O plenário da entidade, em sua maioria, considera acertada a decisão do STF que liberou a interrupção da gestação de anencéfalos. ''A sentença contribui para o aperfeiçoamento das relações éticas na sociedade, estabelecendo uma ponte sólida entre a medicina e o Poder Judiciário no debate e na deliberação acerca de temas de grande interesse para a assistência em saúde.''
Agora, portanto, mulheres que estiverem grávidas de bebês anencéfalos poderão optar por submeter-se à antecipação terapêutica do parto, ou seja, interromper a gravidez, se assim desejarem. A decisão pela retirada do feto, apesar de não estar prevista na Constituição Federal (CF), não é mais considerada crime, justamente pela decisão do STF. A CF prevê abortos em apenas dois casos: gravidez decorrente de estupro ou quando há risco de morte à mãe.
Dados da Secretaria Estadual de Saúde (Sesa) mostram que nos últimos 3 anos foram registrados 122 óbitos em decorrência de anencefalia em todo o Paraná. Já a Secretaria Municipal de Saúde registrou 4 casos de anencefalia no nascimento no mesmo período em Londrina. O número de interrupções - abortos amparados por decisões judiciais - não é conhecido no Estado. Dessa forma, não há levantamento de quantas autorizações foram realizadas nos últimos anos.

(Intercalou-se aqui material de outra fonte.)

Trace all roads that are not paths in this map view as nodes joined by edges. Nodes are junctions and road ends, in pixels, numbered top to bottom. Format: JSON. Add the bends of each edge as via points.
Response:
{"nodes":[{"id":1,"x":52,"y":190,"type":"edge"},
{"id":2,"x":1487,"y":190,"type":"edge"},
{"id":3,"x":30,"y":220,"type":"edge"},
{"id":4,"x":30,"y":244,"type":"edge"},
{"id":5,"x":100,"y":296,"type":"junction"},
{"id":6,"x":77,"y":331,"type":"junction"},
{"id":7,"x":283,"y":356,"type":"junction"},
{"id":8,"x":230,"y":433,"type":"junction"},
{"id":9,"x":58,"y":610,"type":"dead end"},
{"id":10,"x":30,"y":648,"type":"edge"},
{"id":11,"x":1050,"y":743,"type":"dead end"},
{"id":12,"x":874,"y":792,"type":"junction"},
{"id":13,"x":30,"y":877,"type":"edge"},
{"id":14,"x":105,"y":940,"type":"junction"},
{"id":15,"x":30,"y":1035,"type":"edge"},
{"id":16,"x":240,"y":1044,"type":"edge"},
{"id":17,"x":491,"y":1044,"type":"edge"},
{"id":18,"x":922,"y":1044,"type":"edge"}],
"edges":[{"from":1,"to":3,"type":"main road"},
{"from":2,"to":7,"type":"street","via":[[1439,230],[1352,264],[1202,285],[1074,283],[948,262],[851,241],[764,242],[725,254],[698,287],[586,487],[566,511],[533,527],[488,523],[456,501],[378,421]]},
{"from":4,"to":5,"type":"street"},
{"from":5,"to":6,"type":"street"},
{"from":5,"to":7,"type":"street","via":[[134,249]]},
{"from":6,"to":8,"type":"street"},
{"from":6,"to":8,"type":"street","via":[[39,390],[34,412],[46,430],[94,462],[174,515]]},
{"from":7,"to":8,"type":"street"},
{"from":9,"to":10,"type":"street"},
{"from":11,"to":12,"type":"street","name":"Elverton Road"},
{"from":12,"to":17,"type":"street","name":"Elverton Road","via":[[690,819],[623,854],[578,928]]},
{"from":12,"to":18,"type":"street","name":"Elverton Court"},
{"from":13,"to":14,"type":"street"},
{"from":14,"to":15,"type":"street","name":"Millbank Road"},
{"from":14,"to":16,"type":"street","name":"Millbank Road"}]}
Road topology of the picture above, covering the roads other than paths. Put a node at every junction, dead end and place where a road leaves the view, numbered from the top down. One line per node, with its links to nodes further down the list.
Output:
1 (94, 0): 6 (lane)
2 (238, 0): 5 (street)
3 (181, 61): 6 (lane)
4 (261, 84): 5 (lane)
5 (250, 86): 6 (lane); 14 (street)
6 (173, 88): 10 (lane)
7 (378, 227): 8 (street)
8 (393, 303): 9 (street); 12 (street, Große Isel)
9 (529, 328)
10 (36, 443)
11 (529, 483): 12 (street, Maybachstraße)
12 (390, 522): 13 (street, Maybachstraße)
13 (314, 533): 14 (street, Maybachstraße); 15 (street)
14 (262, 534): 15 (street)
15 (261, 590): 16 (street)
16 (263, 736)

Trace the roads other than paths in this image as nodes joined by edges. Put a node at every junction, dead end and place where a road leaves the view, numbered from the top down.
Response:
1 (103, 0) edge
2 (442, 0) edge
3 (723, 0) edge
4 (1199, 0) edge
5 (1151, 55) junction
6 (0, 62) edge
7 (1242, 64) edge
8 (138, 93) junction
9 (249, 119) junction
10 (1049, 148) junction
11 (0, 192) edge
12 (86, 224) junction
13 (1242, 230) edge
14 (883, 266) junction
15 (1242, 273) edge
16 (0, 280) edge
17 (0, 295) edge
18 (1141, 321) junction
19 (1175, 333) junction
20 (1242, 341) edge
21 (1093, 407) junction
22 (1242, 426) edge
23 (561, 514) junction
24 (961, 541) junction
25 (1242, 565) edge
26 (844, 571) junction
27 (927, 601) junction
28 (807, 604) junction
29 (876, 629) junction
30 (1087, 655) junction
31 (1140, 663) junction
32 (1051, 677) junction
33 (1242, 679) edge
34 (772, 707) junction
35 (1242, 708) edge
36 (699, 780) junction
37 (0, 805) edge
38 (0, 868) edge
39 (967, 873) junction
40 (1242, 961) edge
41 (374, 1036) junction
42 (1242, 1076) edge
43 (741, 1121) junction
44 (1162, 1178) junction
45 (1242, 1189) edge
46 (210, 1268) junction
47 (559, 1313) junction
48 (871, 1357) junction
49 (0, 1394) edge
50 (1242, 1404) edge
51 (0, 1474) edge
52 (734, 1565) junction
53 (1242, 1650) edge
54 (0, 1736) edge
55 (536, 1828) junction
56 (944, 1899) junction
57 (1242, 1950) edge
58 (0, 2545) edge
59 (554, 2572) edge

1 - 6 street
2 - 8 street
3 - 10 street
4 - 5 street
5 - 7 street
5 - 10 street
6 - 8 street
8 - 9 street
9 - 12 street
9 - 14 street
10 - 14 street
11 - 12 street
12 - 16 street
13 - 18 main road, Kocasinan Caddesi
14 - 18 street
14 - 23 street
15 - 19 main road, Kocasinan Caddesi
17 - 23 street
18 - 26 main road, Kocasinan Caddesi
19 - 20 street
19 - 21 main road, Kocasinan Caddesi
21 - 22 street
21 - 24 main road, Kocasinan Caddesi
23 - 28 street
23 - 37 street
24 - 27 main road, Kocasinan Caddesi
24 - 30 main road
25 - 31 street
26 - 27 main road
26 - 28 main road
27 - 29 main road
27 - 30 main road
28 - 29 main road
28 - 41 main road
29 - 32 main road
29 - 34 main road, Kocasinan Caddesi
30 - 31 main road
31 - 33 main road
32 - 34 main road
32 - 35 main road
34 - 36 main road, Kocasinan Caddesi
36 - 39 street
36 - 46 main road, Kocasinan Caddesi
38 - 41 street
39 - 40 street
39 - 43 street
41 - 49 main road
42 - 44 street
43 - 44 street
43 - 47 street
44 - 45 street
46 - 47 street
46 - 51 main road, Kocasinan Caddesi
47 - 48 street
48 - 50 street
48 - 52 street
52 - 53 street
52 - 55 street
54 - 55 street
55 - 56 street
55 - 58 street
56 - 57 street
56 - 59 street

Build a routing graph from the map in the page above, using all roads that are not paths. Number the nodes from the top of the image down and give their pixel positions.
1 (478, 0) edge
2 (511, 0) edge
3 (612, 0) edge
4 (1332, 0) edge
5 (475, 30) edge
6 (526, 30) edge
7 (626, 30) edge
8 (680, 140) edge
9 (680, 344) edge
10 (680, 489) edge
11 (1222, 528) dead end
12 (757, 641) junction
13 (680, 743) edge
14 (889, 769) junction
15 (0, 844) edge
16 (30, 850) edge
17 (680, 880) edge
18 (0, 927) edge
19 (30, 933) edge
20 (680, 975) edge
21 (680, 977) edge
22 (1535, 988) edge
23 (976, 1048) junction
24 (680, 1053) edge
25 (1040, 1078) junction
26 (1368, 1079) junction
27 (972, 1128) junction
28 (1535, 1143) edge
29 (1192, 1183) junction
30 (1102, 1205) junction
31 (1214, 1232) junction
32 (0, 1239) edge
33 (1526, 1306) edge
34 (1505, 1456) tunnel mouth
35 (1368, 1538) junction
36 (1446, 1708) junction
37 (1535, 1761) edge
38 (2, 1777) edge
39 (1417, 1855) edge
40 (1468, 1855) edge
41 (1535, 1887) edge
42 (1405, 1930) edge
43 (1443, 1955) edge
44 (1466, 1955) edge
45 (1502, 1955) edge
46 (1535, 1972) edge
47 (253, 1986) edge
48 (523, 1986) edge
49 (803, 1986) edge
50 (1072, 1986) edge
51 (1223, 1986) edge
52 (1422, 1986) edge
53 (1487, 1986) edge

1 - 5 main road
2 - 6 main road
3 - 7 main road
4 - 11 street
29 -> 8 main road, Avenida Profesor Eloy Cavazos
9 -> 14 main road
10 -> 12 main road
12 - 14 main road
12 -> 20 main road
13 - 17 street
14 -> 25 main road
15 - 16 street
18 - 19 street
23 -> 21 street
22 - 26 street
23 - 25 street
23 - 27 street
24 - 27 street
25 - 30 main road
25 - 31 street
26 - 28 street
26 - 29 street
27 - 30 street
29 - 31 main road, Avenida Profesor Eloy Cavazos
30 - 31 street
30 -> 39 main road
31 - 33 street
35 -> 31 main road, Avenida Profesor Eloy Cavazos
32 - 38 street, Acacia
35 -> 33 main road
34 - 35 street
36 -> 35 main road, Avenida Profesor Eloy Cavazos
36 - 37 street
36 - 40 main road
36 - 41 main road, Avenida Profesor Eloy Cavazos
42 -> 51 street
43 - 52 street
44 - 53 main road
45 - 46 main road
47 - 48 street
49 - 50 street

No Hospital Universitário (HU) de Londrina, foram 10 casos de anencefalia de 2008 até março de 2012: 7 gestantes não retornaram mais ao hospital após o diagnóstico e 3 tiveram diferentes consequências. Em 2008, um bebê veio a óbito ainda na barriga; em 2009, outro nasceu e veio óbito horas depois e em fevereiro de 2012, um mulher retirou o bebê amparada por decisão judicial.
Em pronunciamento um dia após a decisão do STF, o ministro da Saúde Alexandre Padilha afirmou que o País conta com 65 hospitais credenciados para fazer interrupção de gestação de anencéfalos, sendo que outros 30 estão sendo qualificados para esta finalidade. Roraima e Paraná são os únicos Estados que não possuem unidades credenciadas. Segundo a assessoria de imprensa da Sesa, mesmo que o hospital não seja credenciado, é obrigado a cumprir a medida judicial.